Saved entries:
_ _ _ _ _

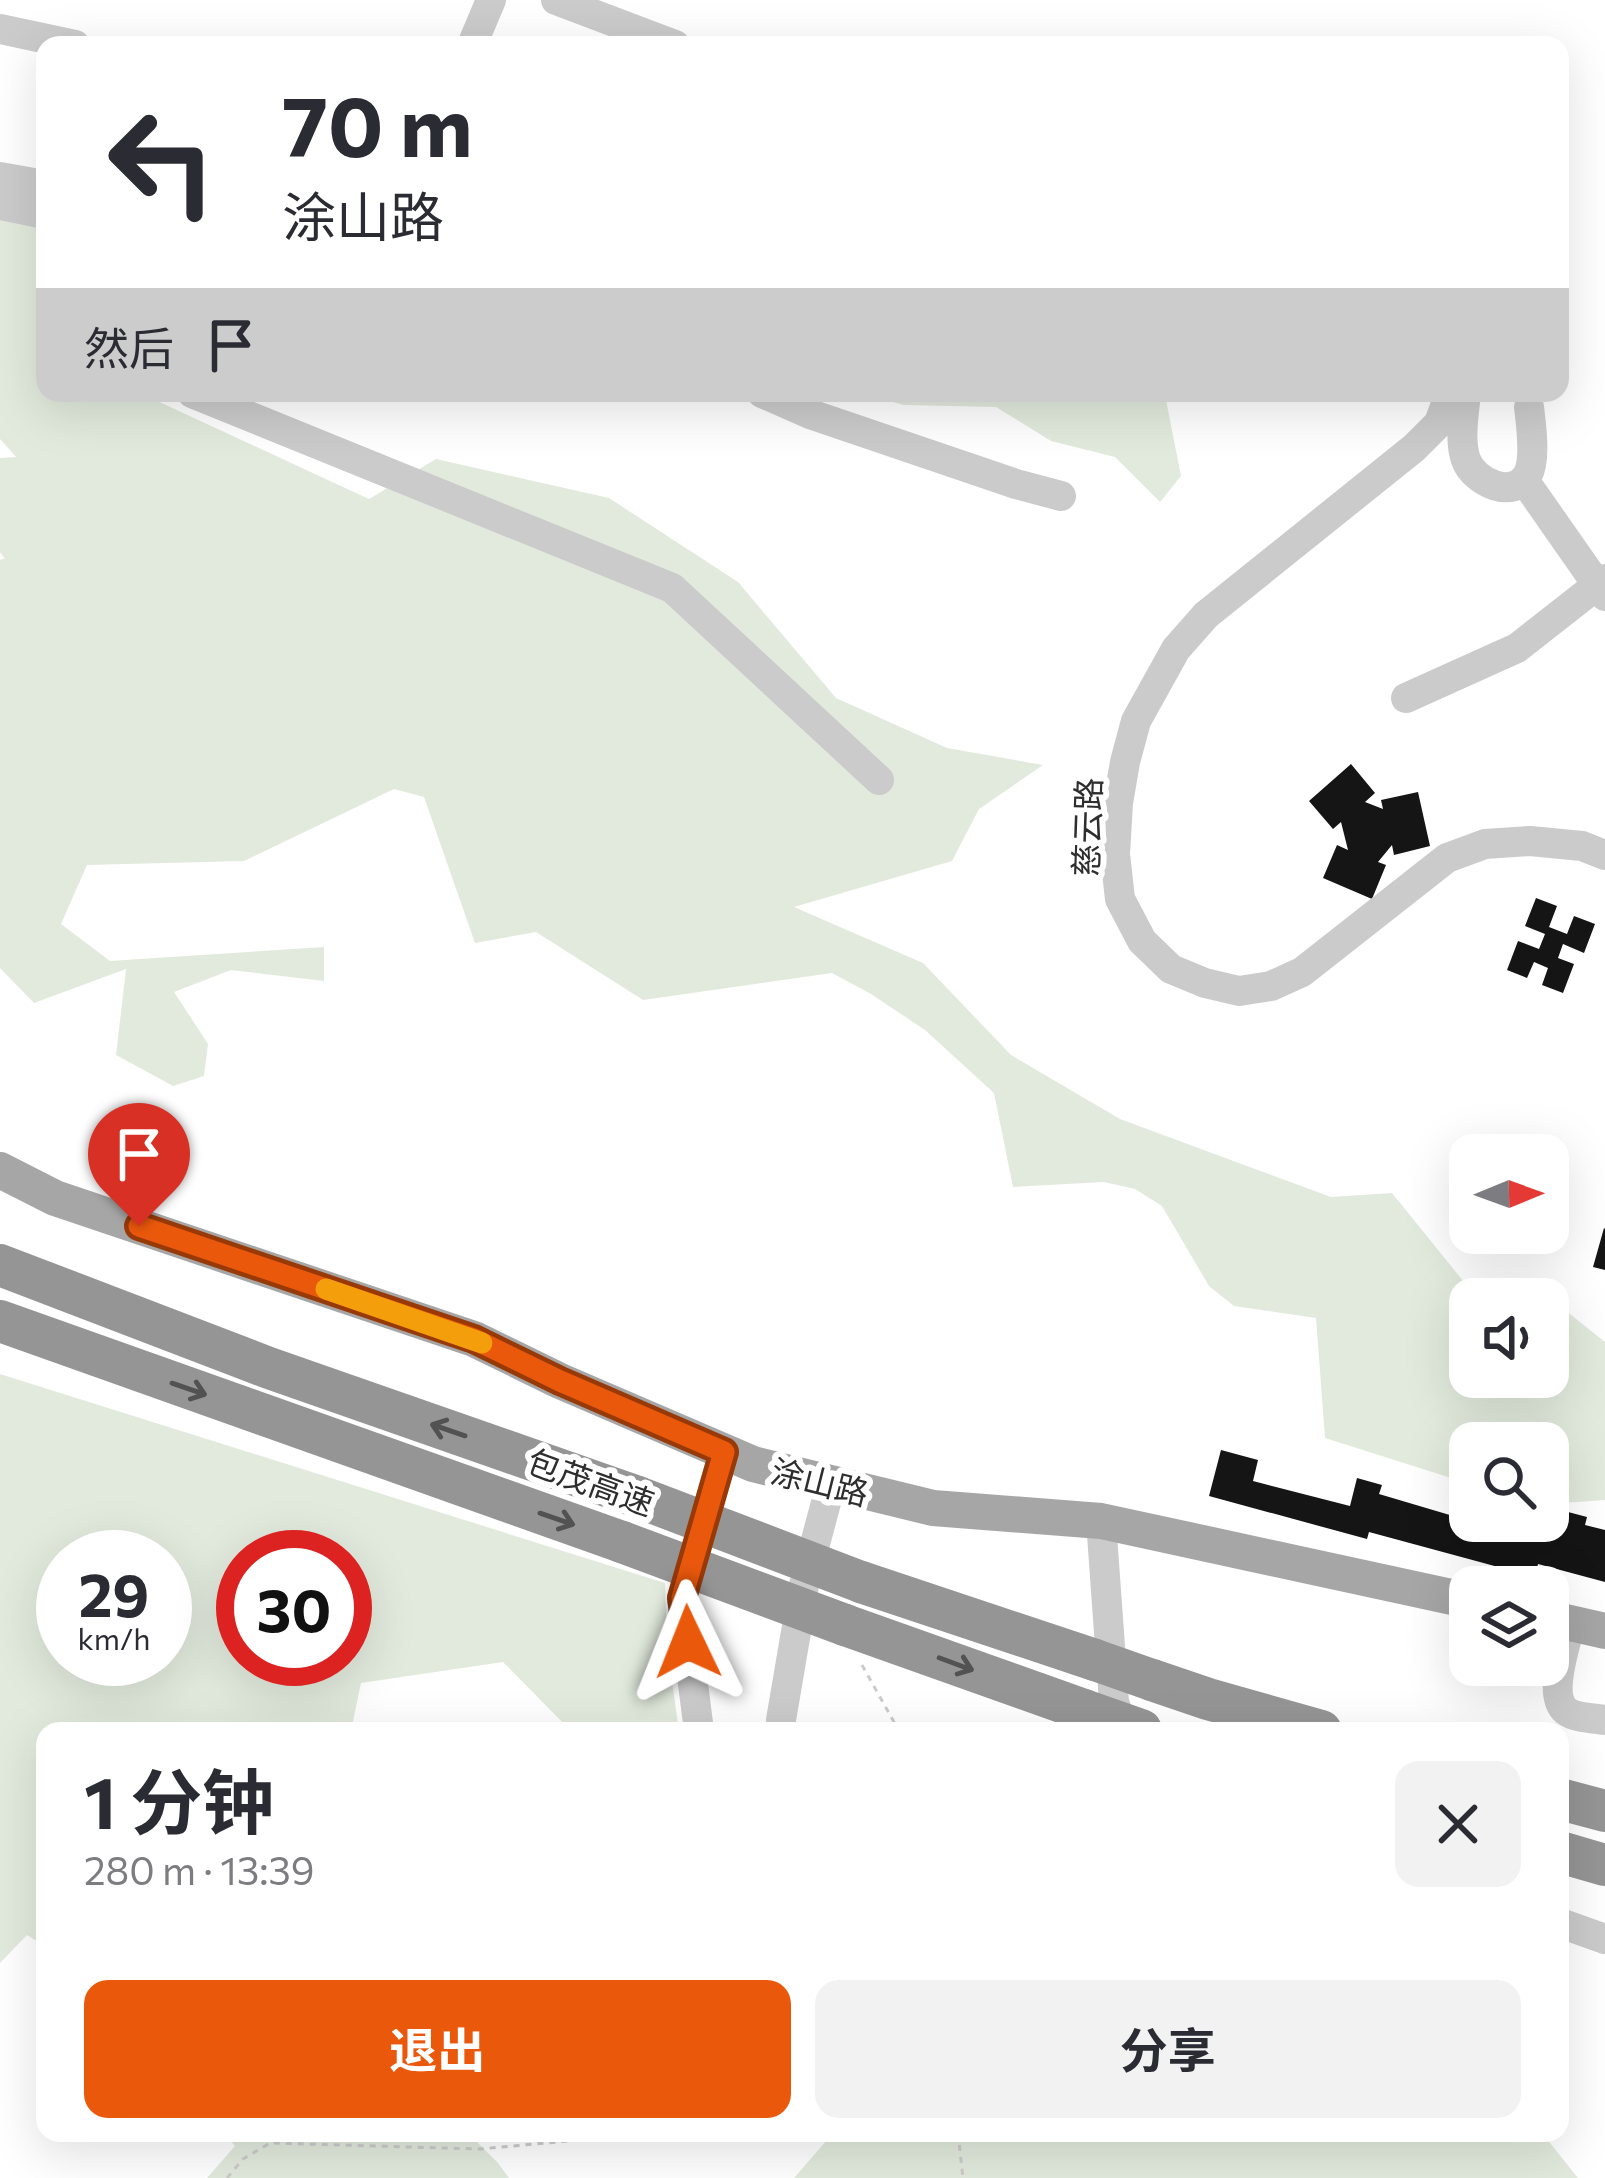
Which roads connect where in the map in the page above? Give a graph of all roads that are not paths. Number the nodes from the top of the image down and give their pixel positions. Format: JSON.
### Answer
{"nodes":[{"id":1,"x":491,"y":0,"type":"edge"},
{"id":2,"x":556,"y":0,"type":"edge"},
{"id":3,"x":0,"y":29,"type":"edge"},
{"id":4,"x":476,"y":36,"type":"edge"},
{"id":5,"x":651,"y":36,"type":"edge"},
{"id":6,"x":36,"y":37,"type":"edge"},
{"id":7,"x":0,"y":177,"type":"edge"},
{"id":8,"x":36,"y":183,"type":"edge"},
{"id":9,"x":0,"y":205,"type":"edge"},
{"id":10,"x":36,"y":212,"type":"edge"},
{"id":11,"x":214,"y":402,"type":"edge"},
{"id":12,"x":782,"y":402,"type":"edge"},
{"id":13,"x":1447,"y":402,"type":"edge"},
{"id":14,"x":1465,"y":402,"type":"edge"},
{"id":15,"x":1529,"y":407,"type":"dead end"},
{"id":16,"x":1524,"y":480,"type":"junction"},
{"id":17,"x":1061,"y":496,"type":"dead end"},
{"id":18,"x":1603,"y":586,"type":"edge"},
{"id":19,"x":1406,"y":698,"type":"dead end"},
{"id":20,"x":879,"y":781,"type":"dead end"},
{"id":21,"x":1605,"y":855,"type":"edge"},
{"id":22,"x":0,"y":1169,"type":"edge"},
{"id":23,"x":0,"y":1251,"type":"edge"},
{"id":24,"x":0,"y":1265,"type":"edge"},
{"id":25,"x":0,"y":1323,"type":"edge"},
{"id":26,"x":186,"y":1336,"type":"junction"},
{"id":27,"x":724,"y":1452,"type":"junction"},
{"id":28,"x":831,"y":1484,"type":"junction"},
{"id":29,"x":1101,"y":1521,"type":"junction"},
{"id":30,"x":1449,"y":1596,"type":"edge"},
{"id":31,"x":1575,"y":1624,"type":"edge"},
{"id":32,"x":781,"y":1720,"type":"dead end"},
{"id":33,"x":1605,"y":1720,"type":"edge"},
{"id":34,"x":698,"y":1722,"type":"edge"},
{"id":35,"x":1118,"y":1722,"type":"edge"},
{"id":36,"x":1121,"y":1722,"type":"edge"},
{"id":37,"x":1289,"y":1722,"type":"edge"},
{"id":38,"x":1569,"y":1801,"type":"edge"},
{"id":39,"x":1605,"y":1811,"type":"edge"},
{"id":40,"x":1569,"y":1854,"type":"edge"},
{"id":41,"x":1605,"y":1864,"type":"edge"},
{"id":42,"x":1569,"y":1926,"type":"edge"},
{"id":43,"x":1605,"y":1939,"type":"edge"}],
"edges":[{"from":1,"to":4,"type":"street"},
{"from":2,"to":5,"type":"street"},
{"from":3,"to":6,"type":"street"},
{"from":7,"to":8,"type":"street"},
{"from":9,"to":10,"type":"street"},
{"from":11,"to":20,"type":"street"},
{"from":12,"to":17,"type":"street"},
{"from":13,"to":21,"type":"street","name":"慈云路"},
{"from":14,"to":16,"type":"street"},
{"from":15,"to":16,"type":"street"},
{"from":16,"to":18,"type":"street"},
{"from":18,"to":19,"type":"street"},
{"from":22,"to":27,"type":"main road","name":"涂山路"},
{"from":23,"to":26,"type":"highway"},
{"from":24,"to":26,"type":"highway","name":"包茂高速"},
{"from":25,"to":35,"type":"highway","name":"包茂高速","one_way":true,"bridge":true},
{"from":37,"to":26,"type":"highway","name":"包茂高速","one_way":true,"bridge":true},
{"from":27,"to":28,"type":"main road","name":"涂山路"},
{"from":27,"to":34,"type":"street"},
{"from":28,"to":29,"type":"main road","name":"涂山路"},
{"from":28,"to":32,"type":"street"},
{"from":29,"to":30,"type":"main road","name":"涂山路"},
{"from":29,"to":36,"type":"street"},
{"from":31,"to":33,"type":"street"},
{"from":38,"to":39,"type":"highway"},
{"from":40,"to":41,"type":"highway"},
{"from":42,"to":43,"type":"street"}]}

_ _ _ _ _

(Exercise): Your copy must match the records above word for word and contain no pictures.

(Final answer):
Which roads connect where in the map in the page above? Give a graph of all roads that are not paths. Number the nodes from the top of the image down and give their pixel positions. Format: JSON.
### Answer
{"nodes":[{"id":1,"x":491,"y":0,"type":"edge"},
{"id":2,"x":556,"y":0,"type":"edge"},
{"id":3,"x":0,"y":29,"type":"edge"},
{"id":4,"x":476,"y":36,"type":"edge"},
{"id":5,"x":651,"y":36,"type":"edge"},
{"id":6,"x":36,"y":37,"type":"edge"},
{"id":7,"x":0,"y":177,"type":"edge"},
{"id":8,"x":36,"y":183,"type":"edge"},
{"id":9,"x":0,"y":205,"type":"edge"},
{"id":10,"x":36,"y":212,"type":"edge"},
{"id":11,"x":214,"y":402,"type":"edge"},
{"id":12,"x":782,"y":402,"type":"edge"},
{"id":13,"x":1447,"y":402,"type":"edge"},
{"id":14,"x":1465,"y":402,"type":"edge"},
{"id":15,"x":1529,"y":407,"type":"dead end"},
{"id":16,"x":1524,"y":480,"type":"junction"},
{"id":17,"x":1061,"y":496,"type":"dead end"},
{"id":18,"x":1603,"y":586,"type":"edge"},
{"id":19,"x":1406,"y":698,"type":"dead end"},
{"id":20,"x":879,"y":781,"type":"dead end"},
{"id":21,"x":1605,"y":855,"type":"edge"},
{"id":22,"x":0,"y":1169,"type":"edge"},
{"id":23,"x":0,"y":1251,"type":"edge"},
{"id":24,"x":0,"y":1265,"type":"edge"},
{"id":25,"x":0,"y":1323,"type":"edge"},
{"id":26,"x":186,"y":1336,"type":"junction"},
{"id":27,"x":724,"y":1452,"type":"junction"},
{"id":28,"x":831,"y":1484,"type":"junction"},
{"id":29,"x":1101,"y":1521,"type":"junction"},
{"id":30,"x":1449,"y":1596,"type":"edge"},
{"id":31,"x":1575,"y":1624,"type":"edge"},
{"id":32,"x":781,"y":1720,"type":"dead end"},
{"id":33,"x":1605,"y":1720,"type":"edge"},
{"id":34,"x":698,"y":1722,"type":"edge"},
{"id":35,"x":1118,"y":1722,"type":"edge"},
{"id":36,"x":1121,"y":1722,"type":"edge"},
{"id":37,"x":1289,"y":1722,"type":"edge"},
{"id":38,"x":1569,"y":1801,"type":"edge"},
{"id":39,"x":1605,"y":1811,"type":"edge"},
{"id":40,"x":1569,"y":1854,"type":"edge"},
{"id":41,"x":1605,"y":1864,"type":"edge"},
{"id":42,"x":1569,"y":1926,"type":"edge"},
{"id":43,"x":1605,"y":1939,"type":"edge"}],
"edges":[{"from":1,"to":4,"type":"street"},
{"from":2,"to":5,"type":"street"},
{"from":3,"to":6,"type":"street"},
{"from":7,"to":8,"type":"street"},
{"from":9,"to":10,"type":"street"},
{"from":11,"to":20,"type":"street"},
{"from":12,"to":17,"type":"street"},
{"from":13,"to":21,"type":"street","name":"慈云路"},
{"from":14,"to":16,"type":"street"},
{"from":15,"to":16,"type":"street"},
{"from":16,"to":18,"type":"street"},
{"from":18,"to":19,"type":"street"},
{"from":22,"to":27,"type":"main road","name":"涂山路"},
{"from":23,"to":26,"type":"highway"},
{"from":24,"to":26,"type":"highway","name":"包茂高速"},
{"from":25,"to":35,"type":"highway","name":"包茂高速","one_way":true,"bridge":true},
{"from":37,"to":26,"type":"highway","name":"包茂高速","one_way":true,"bridge":true},
{"from":27,"to":28,"type":"main road","name":"涂山路"},
{"from":27,"to":34,"type":"street"},
{"from":28,"to":29,"type":"main road","name":"涂山路"},
{"from":28,"to":32,"type":"street"},
{"from":29,"to":30,"type":"main road","name":"涂山路"},
{"from":29,"to":36,"type":"street"},
{"from":31,"to":33,"type":"street"},
{"from":38,"to":39,"type":"highway"},
{"from":40,"to":41,"type":"highway"},
{"from":42,"to":43,"type":"street"}]}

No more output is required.